La Hongrie est un bon exemple puisque, membre de l’OTAN et de l’UE, elle se montre résolument hostile à l’attitude antirusse de ces deux organisations, désapprouvant les sanctions antirusses, refusant des livraisons d’armes à l’Ukraine, etc. Son appel est donc du type “neutre” et ne peut certainement pas être pris comme un aveu de défaite ou une tentative d’entraver les buts de guerre de la Russie. Il s’agit bel et bien d’un appel au bon sens pour faire cesser le conflit.

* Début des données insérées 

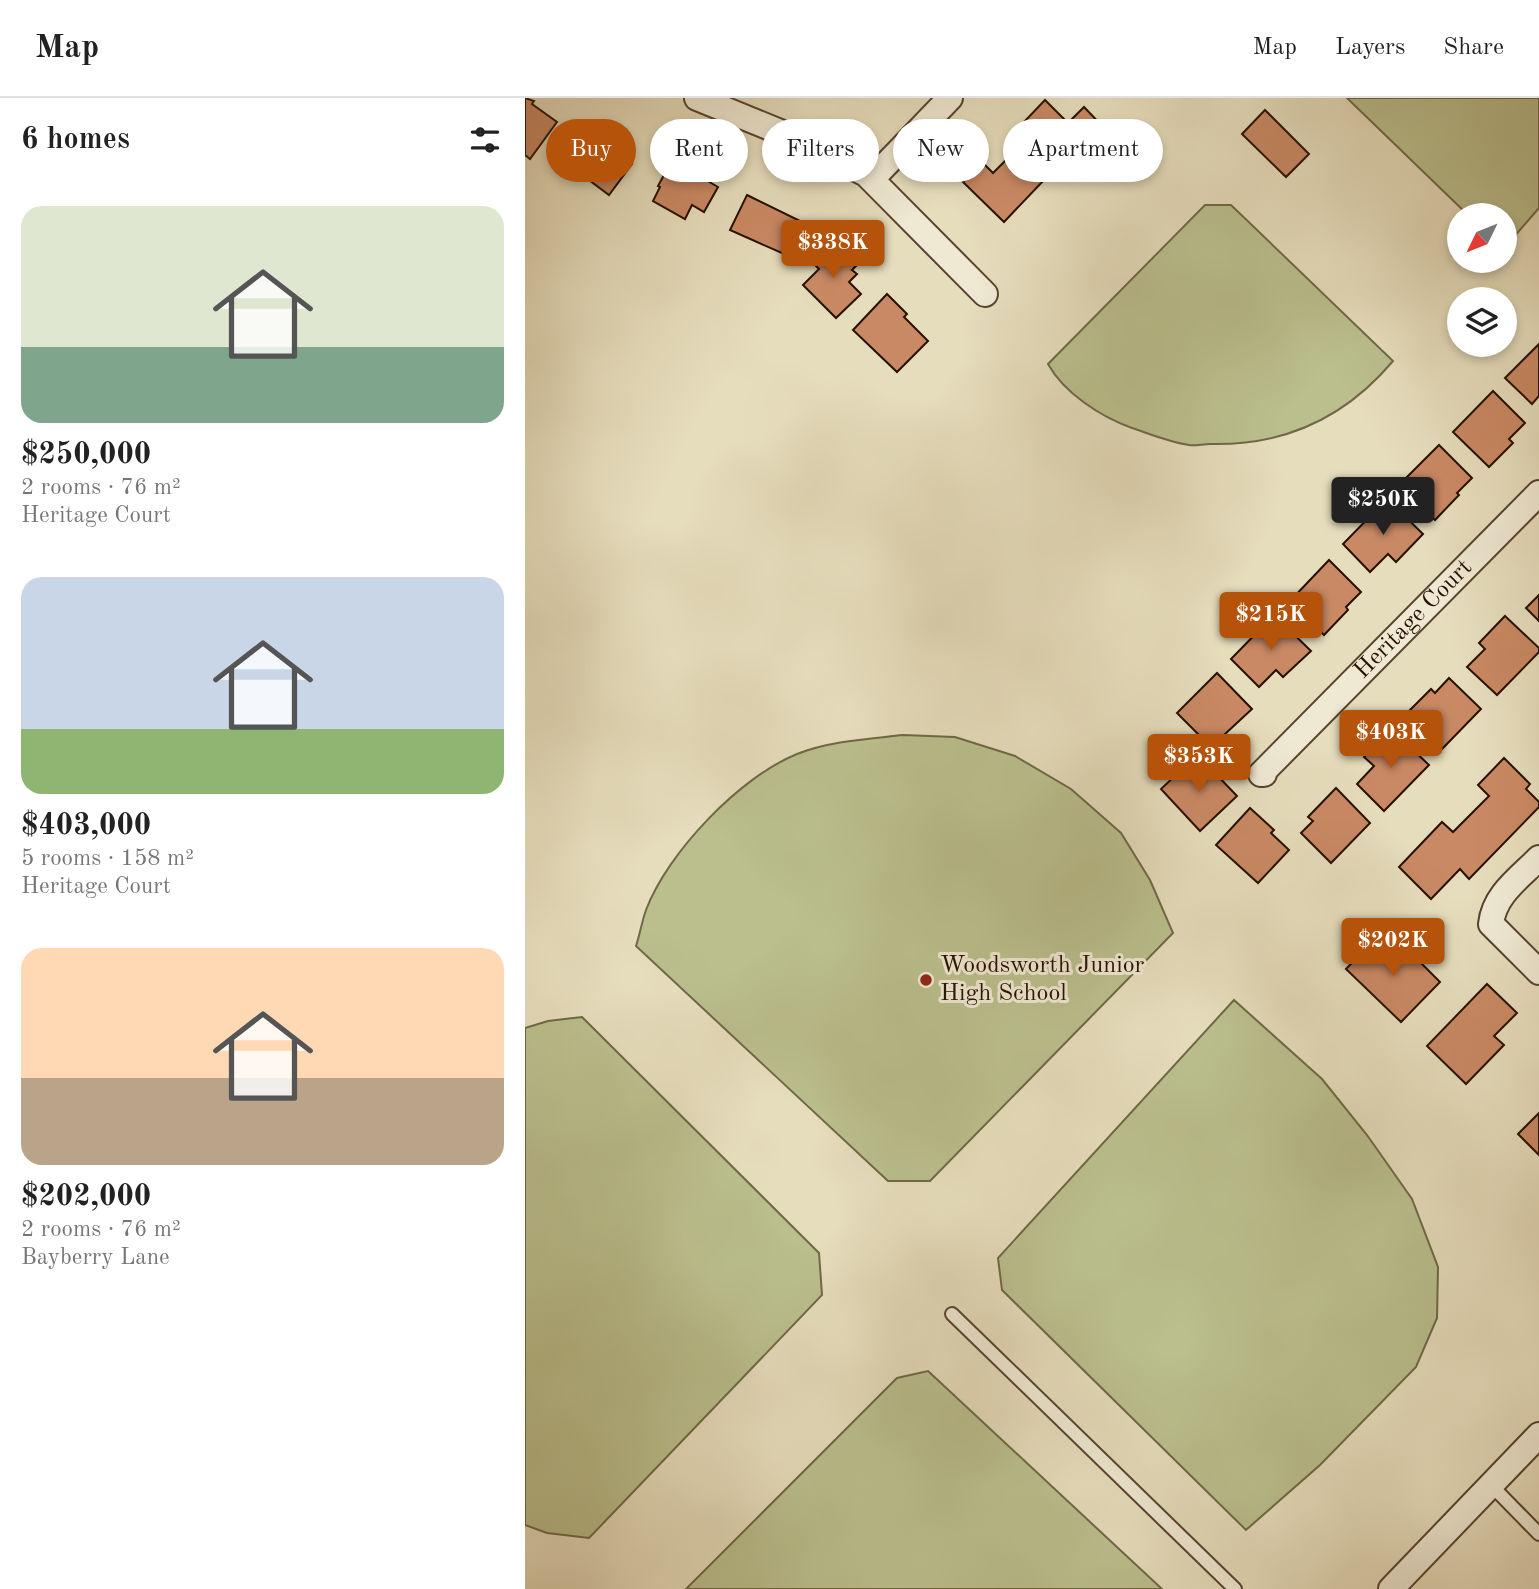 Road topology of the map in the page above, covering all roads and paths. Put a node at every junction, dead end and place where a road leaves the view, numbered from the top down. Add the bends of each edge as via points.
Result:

Peu importe : il n’est pas sûr qu’aujourd’hui le “bon sens” ait le sens qu’on lui prête d’habitude et que les Russes soient prêts à entendre cet appel ; ni, – encore moins, – que les autres pays de l’OTAN puissent y prêter l’oreille une seule seconde.

Officiellement, les Russes suivent les déclarations très diversifiées de Poutine. Une affirmation que la Russie est prête à négocier un jour (tout en sachant que l’Ukraine ne veut pas entendre parler de négociations), une affirmation que, s’il le fallait, la Russie est prête à affronter l’OTAN et assurée qu’elle l’est de l’emporter. (Une démonstration de sa puissance a été faite par une très puissante attaque, notamment contre deux bases aériennes ukrainiennes mises hors d’état de fonctionnement pour au moins plusieurs mois avec notamment l’utilisation de dix missiles hypersoniques ‘Kinzhal’.) Cette diversité de conceptions s’est traduite dans ces lignes très diverses de sa réponse, hier, à un journaliste, lors d’une conférence de presse.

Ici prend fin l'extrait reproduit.